Esos cueritos crocantes los preparaba en el fogón en una paila negra enorme. Los revolvía, cual brujo, con un cucharón bocacho de madera, mientras el menjurje borboteaba. Escogía las últimas horas de la tarde para hacerlos. No quería que ¡nadie!, entiéndase chiquillos traviesos y necios, anduvieran cerca. “¡Buscando quemarse!”.

 

Nosotros nos íbamos a ver televisión, las gallinas se subían al palo, las brujas se adueñaban del chiquero, al menos eso nos hacían creer,  y al día siguiente en el desayuno la abuelita nos servía dos o tres pedacitos de chicharrones chiquitos pero crujientes, acompañados con yuca sancochada.

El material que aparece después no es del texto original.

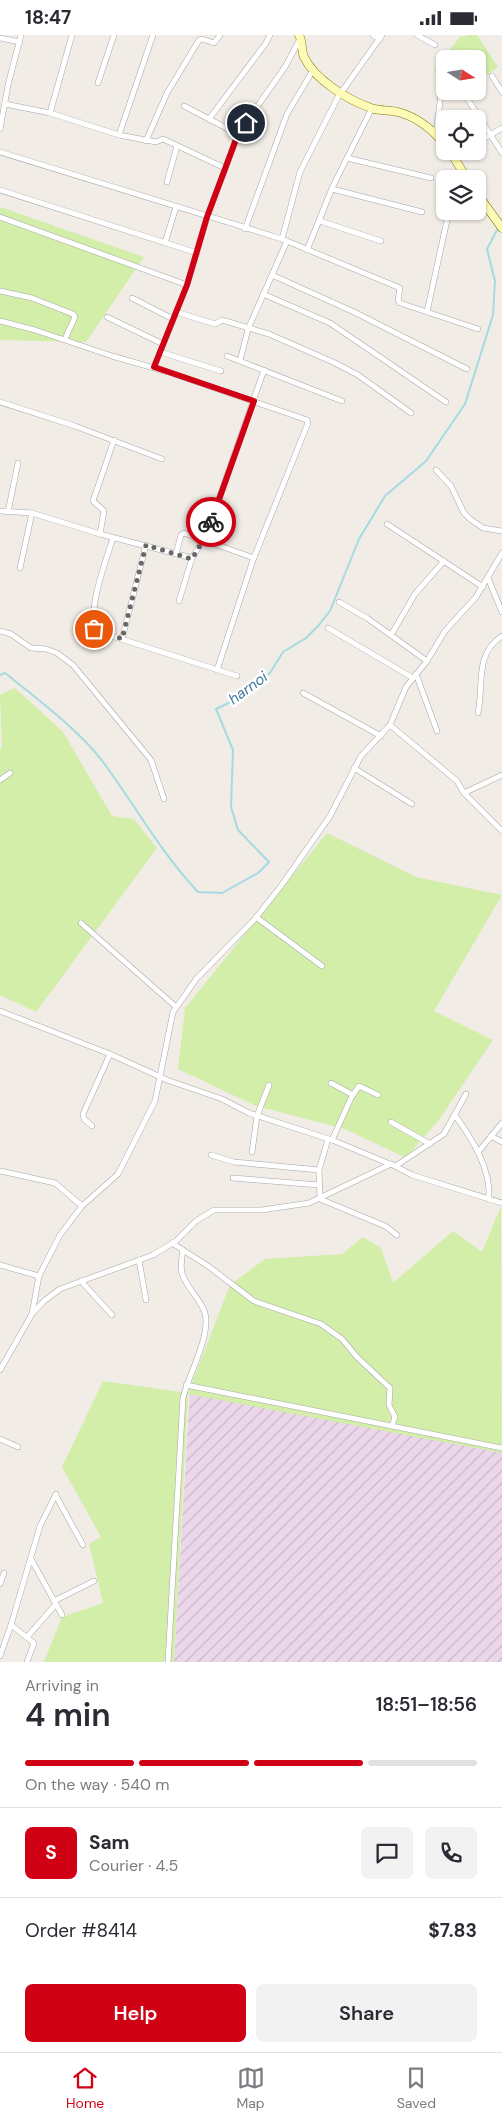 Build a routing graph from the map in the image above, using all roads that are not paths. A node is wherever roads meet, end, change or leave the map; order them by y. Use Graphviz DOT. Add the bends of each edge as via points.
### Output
graph roads {
  1 [pos="21,35"];
  2 [pos="72,35"];
  3 [pos="114,35"];
  4 [pos="153,35"];
  5 [pos="220,35"];
  6 [pos="270,35"];
  7 [pos="373,35"];
  8 [pos="417,35"];
  9 [pos="301,36"];
  10 [pos="381,37"];
  11 [pos="0,38"];
  12 [pos="20,42"];
  13 [pos="435,45"];
  14 [pos="313,70"];
  15 [pos="492,76"];
  16 [pos="98,83"];
  17 [pos="0,91"];
  18 [pos="7,92"];
  19 [pos="502,92"];
  20 [pos="343,93"];
  21 [pos="468,100"];
  22 [pos="5,104"];
  23 [pos="184,107"];
  24 [pos="372,108"];
  25 [pos="50,113"];
  26 [pos="209,119"];
  27 [pos="502,128"];
  28 [pos="0,129"];
  29 [pos="238,134"];
  30 [pos="436,134"];
  31 [pos="118,135"];
  32 [pos="490,135"];
  33 [pos="486,137"];
  34 [pos="146,141"];
  35 [pos="177,146"];
  36 [pos="0,152"];
  37 [pos="502,153"];
  38 [pos="348,158"];
  39 [pos="225,169"];
  40 [pos="431,178"];
  41 [pos="167,182"];
  42 [pos="332,189"];
  43 [pos="0,190"];
  44 [pos="486,206"];
  45 [pos="176,207"];
  46 [pos="422,212"];
  47 [pos="0,217"];
  48 [pos="207,217"];
  49 [pos="447,220"];
  50 [pos="320,221"];
  51 [pos="502,228"];
  52 [pos="245,229"];
  53 [pos="285,240"];
  54 [pos="380,241"];
  55 [pos="165,243"];
  56 [pos="307,250"];
  57 [pos="197,253"];
  58 [pos="272,275"];
  59 [pos="187,285"];
  60 [pos="0,291"];
  61 [pos="263,294"];
  62 [pos="132,298"];
  63 [pos="176,312"];
  64 [pos="427,312"];
  65 [pos="107,317"];
  66 [pos="173,319"];
  67 [pos="0,321"];
  68 [pos="248,329"];
  69 [pos="478,329"];
  70 [pos="65,339"];
  71 [pos="163,344"];
  72 [pos="160,352"];
  73 [pos="227,355"];
  74 [pos="240,361"];
  75 [pos="154,367"];
  76 [pos="467,369"];
  77 [pos="264,370"];
  78 [pos="221,371"];
  79 [pos="254,401"];
  80 [pos="342,401"];
  81 [pos="0,402"];
  82 [pos="446,402"];
  83 [pos="411,413"];
  84 [pos="114,440"];
  85 [pos="162,459"];
  86 [pos="18,463"];
  87 [pos="436,470"];
  88 [pos="0,511"];
  89 [pos="8,512"];
  90 [pos="32,513"];
  91 [pos="387,524"];
  92 [pos="502,531"];
  93 [pos="100,534"];
  94 [pos="113,538"];
  95 [pos="204,539"];
  96 [pos="146,545"];
  97 [pos="176,553"];
  98 [pos="502,553"];
  99 [pos="254,558"];
  100 [pos="192,559"];
  101 [pos="444,561"];
  102 [pos="20,568"];
  103 [pos="488,578"];
  104 [pos="483,587"];
  105 [pos="179,601"];
  106 [pos="339,602"];
  107 [pos="502,612"];
  108 [pos="328,628"];
  109 [pos="0,631"];
  110 [pos="391,635"];
  111 [pos="502,636"];
  112 [pos="122,639"];
  113 [pos="427,661"];
  114 [pos="217,670"];
  115 [pos="237,676"];
  116 [pos="415,676"];
  117 [pos="303,693"];
  118 [pos="478,713"];
  119 [pos="390,725"];
  120 [pos="437,731"];
  121 [pos="381,736"];
  122 [pos="354,768"];
  123 [pos="10,773"];
  124 [pos="502,775"];
  125 [pos="0,780"];
  126 [pos="464,793"];
  127 [pos="164,799"];
  128 [pos="412,805"];
  129 [pos="502,831"];
  130 [pos="256,917"];
  131 [pos="82,923"];
  132 [pos="322,966"];
  133 [pos="176,1007"];
  134 [pos="0,1011"];
  135 [pos="110,1054"];
  136 [pos="162,1077"];
  137 [pos="330,1083"];
  138 [pos="269,1085"];
  139 [pos="466,1094"];
  140 [pos="353,1095"];
  141 [pos="378,1095"];
  142 [pos="456,1115"];
  143 [pos="258,1116"];
  144 [pos="391,1122"];
  145 [pos="502,1123"];
  146 [pos="92,1126"];
  147 [pos="491,1136"];
  148 [pos="330,1139"];
  149 [pos="502,1142"];
  150 [pos="430,1144"];
  151 [pos="479,1151"];
  152 [pos="252,1152"];
  153 [pos="211,1155"];
  154 [pos="391,1164"];
  155 [pos="397,1165"];
  156 [pos="319,1170"];
  157 [pos="0,1171"];
  158 [pos="233,1178"];
  159 [pos="319,1185"];
  160 [pos="320,1199"];
  161 [pos="489,1199"];
  162 [pos="502,1203"];
  163 [pos="82,1206"];
  164 [pos="397,1235"];
  165 [pos="172,1243"];
  166 [pos="183,1250"];
  167 [pos="139,1260"];
  168 [pos="0,1265"];
  169 [pos="39,1276"];
  170 [pos="81,1281"];
  171 [pos="146,1300"];
  172 [pos="32,1314"];
  173 [pos="112,1315"];
  174 [pos="0,1370"];
  175 [pos="186,1385"];
  176 [pos="392,1426"];
  177 [pos="0,1439"];
  178 [pos="18,1447"];
  179 [pos="502,1449"];
  180 [pos="83,1545"];
  181 [pos="31,1559"];
  182 [pos="4,1573"];
  183 [pos="94,1581"];
  184 [pos="0,1584"];
  185 [pos="55,1602"];
  186 [pos="62,1615"];
  187 [pos="11,1625"];
  188 [pos="27,1637"];
  189 [pos="0,1656"];
  190 [pos="27,1662"];
  191 [pos="168,1662"];
  1 -- 12 [label="street"];
  2 -- 25 [label="street"];
  3 -- 16 [label="street"];
  4 -- 31 [label="street"];
  5 -- 34 [label="street" via="214,43 199,40 167,93"];
  6 -- 26 [label="street"];
  7 -- 10 [label="street"];
  8 -- 13 [label="street"];
  9 -- 14 [label="street" via="304,57"];
  9 -- 29 [label="street" via="285,67"];
  10 -- 20 [label="street"];
  11 -- 12 [label="street"];
  12 -- 18 [label="street"];
  14 -- 20 [label="street"];
  14 -- 52 [label="street" via="287,114"];
  15 -- 19 [label="street"];
  17 -- 18 [label="street"];
  18 -- 22 [label="street"];
  20 -- 24 [label="street"];
  20 -- 53 [label="street" via="300,172"];
  21 -- 32 [label="street"];
  22 -- 25 [label="street"];
  22 -- 28 [label="street"];
  23 -- 26 [label="street"];
  24 -- 30 [label="street" via="399,113 420,122"];
  24 -- 38 [label="street"];
  25 -- 31 [label="street"];
  26 -- 29 [label="street"];
  27 -- 32 [label="street"];
  29 -- 39 [label="street"];
  31 -- 34 [label="street"];
  32 -- 33 [label="street"];
  32 -- 37 [label="street"];
  34 -- 35 [label="street" via="163,139"];
  35 -- 39 [label="street"];
  35 -- 41 [label="street"];
  36 -- 45 [label="street"];
  38 -- 40 [label="street"];
  38 -- 42 [label="street"];
  39 -- 48 [label="street"];
  42 -- 46 [label="street"];
  42 -- 50 [label="street"];
  43 -- 55 [label="street"];
  44 -- 51 [label="street"];
  45 -- 48 [label="street"];
  45 -- 55 [label="street"];
  47 -- 59 [label="street"];
  48 -- 52 [label="street"];
  48 -- 57 [label="street"];
  49 -- 64 [label="street"];
  50 -- 54 [label="street"];
  50 -- 56 [label="street"];
  52 -- 53 [label="street"];
  53 -- 56 [label="street"];
  53 -- 58 [label="street"];
  55 -- 57 [label="street"];
  56 -- 64 [label="street" via="400,288 400,303"];
  57 -- 59 [label="street"];
  58 -- 61 [label="street"];
  58 -- 76 [label="street"];
  59 -- 63 [label="street"];
  60 -- 70 [label="street" via="32,298 73,314 75,317"];
  61 -- 68 [label="street"];
  61 -- 82 [label="street" via="330,323"];
  62 -- 66 [label="street"];
  63 -- 66 [label="street"];
  63 -- 68 [label="street" via="215,324 222,320"];
  64 -- 69 [label="street"];
  65 -- 71 [label="street"];
  66 -- 71 [label="street"];
  67 -- 70 [label="street"];
  68 -- 74 [label="street"];
  68 -- 83 [label="street" via="269,334 335,363 358,375"];
  70 -- 75 [label="street"];
  71 -- 72 [label="street"];
  72 -- 75 [label="street"];
  72 -- 78 [label="street"];
  73 -- 74 [label="street"];
  74 -- 77 [label="street"];
  75 -- 79 [label="street"];
  77 -- 79 [label="street"];
  77 -- 80 [label="street"];
  79 -- 95 [label="street"];
  79 -- 99 [label="street" via="308,423"];
  81 -- 84 [label="street"];
  84 -- 85 [label="street"];
  84 -- 93 [label="street" via="93,501 105,515"];
  86 -- 89 [label="street"];
  87 -- 92 [label="street" via="451,486 470,519 483,528"];
  88 -- 89 [label="street"];
  89 -- 90 [label="street"];
  90 -- 93 [label="street"];
  90 -- 102 [label="street"];
  91 -- 101 [label="street"];
  93 -- 94 [label="street"];
  94 -- 96 [label="street"];
  94 -- 112 [label="street" via="97,587 94,629"];
  95 -- 97 [label="street" via="184,533"];
  95 -- 99 [label="street"];
  95 -- 100 [label="street"];
  96 -- 97 [label="street"];
  96 -- 112 [label="street"];
  97 -- 100 [label="street"];
  98 -- 103 [label="street"];
  99 -- 114 [label="street"];
  100 -- 105 [label="street"];
  101 -- 104 [label="street"];
  101 -- 110 [label="street" via="415,594"];
  103 -- 104 [label="street"];
  103 -- 107 [label="street"];
  104 -- 113 [label="street" via="445,631"];
  106 -- 110 [label="street"];
  108 -- 116 [label="street"];
  109 -- 127 [label="street" via="11,634 31,648 57,653 73,665 151,761"];
  110 -- 113 [label="street"];
  111 -- 118 [label="street" via="488,651 481,667"];
  112 -- 114 [label="street"];
  113 -- 116 [label="street"];
  114 -- 115 [label="street"];
  116 -- 119 [label="street" via="406,687"];
  116 -- 120 [label="street"];
  117 -- 121 [label="street"];
  119 -- 121 [label="street"];
  119 -- 126 [label="street" via="457,781"];
  121 -- 122 [label="street"];
  122 -- 128 [label="street"];
  122 -- 130 [label="street" via="330,816"];
  123 -- 125 [label="street"];
  124 -- 126 [label="street"];
  126 -- 129 [label="street"];
  130 -- 132 [label="street"];
  130 -- 133 [label="street" via="197,979"];
  131 -- 133 [label="street"];
  133 -- 136 [label="street"];
  134 -- 135 [label="street"];
  135 -- 136 [label="street"];
  135 -- 146 [label="street" via="83,1114"];
  136 -- 143 [label="street"];
  136 -- 163 [label="street" via="155,1101 118,1174"];
  137 -- 140 [label="street"];
  138 -- 143 [label="street"];
  139 -- 142 [label="street"];
  140 -- 141 [label="street" via="361,1085"];
  140 -- 148 [label="street"];
  142 -- 150 [label="street" via="444,1134"];
  142 -- 151 [label="street"];
  143 -- 148 [label="street"];
  143 -- 152 [label="street"];
  144 -- 150 [label="street"];
  145 -- 147 [label="street"];
  147 -- 149 [label="street"];
  147 -- 151 [label="street"];
  148 -- 154 [label="street"];
  148 -- 156 [label="street"];
  150 -- 155 [label="street"];
  151 -- 161 [label="street" via="489,1186"];
  153 -- 156 [label="street" via="234,1161"];
  154 -- 155 [label="street"];
  154 -- 160 [label="street"];
  155 -- 161 [label="street" via="412,1175"];
  156 -- 159 [label="street"];
  157 -- 163 [label="street" via="55,1183"];
  158 -- 159 [label="street"];
  159 -- 160 [label="street"];
  160 -- 164 [label="street" via="385,1226"];
  160 -- 165 [label="street" via="279,1208 214,1210"];
  161 -- 162 [label="street"];
  163 -- 169 [label="street" via="60,1235"];
  165 -- 166 [label="street"];
  165 -- 167 [label="street"];
  166 -- 175 [label="street" via="182,1275 205,1314 196,1366"];
  166 -- 176 [label="street" via="254,1301 314,1320 342,1339 390,1388 389,1405 395,1417"];
  167 -- 170 [label="street"];
  167 -- 171 [label="street"];
  168 -- 169 [label="street"];
  169 -- 172 [label="street"];
  170 -- 172 [label="street" via="53,1294"];
  170 -- 173 [label="street"];
  172 -- 174 [label="street"];
  175 -- 176 [label="street"];
  175 -- 191 [label="street"];
  176 -- 179 [label="street"];
  177 -- 178 [label="street"];
  180 -- 181 [label="street" via="56,1495 40,1526"];
  181 -- 185 [label="street"];
  181 -- 187 [label="street"];
  182 -- 184 [label="street"];
  183 -- 185 [label="street"];
  185 -- 186 [label="street"];
  185 -- 188 [label="street"];
  187 -- 188 [label="street"];
  187 -- 189 [label="street"];
  188 -- 190 [label="street" via="34,1643"];
}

Rico, rico. 

 

Hace unos días fui a la carnicería y me acordé de los chicharrones de mi abuelito. Delante de mí había tomado número una clienta que pidió siete patas de puerco. Ustedes vieran con qué piquete esa señora seleccionó las patitas que se iba a llevar: “No, esa no que está golpeada”, “esa tampoco que está negra”, “no, esa flaca tampoco”, “esa menos, que tiene mucho pelo”, “¡esa, esa! allá en la esquina, abajo de aquella”. 

 

Tras la prolongada elección de la pata perfecta la señora agregó: “y me da manteca para hacer chicharrones”. Antes de que ella empezara nuevamente con sus especificaciones también para la manteca, la  despachadora –parece que la conocía– le dijo “¿usted va a hacer chicharrones? ¡cuidado que eso salpica!”.

 

Y es verdad. Cocinar chicharrones es una experiencia de alto riesgo. No apta para cardíacos. Una vez mi mamá se puso a cocinar unos y esa paila traqueaba como si piedras cayeran en un techo de cinc. Yo no me atrevería. Nada más usando escafandra. 

 

Muy poco consumo chicharrones. Una razón es que yo quiero que estén buenos, crujientes, como les quedaban a mi abuelo. No esos chicarrones chiclosos que venden por allí.  Y la otra razón por la que casi no los como es que tienen mucha grasa. No crean que solo como a la plancha o hervido. Pero si a mi dieta le agregó manteca de puerco a diestra y siniestra ¿adónde voy a parar?, ¿adónde voy a rodar? 

 

No deja de sorprenderme escuchar a gente decir por allí: “este fin de semana me comí unos chicharrones más buenos”. Y cuando miro quién es, resulta ser una persona con muchos más años que yo a la que le he oído hablar de gota, colesterol alto, triglicéridos disparados, diabetes, hipertensión. A veces hasta es alguien que no tiene dientes.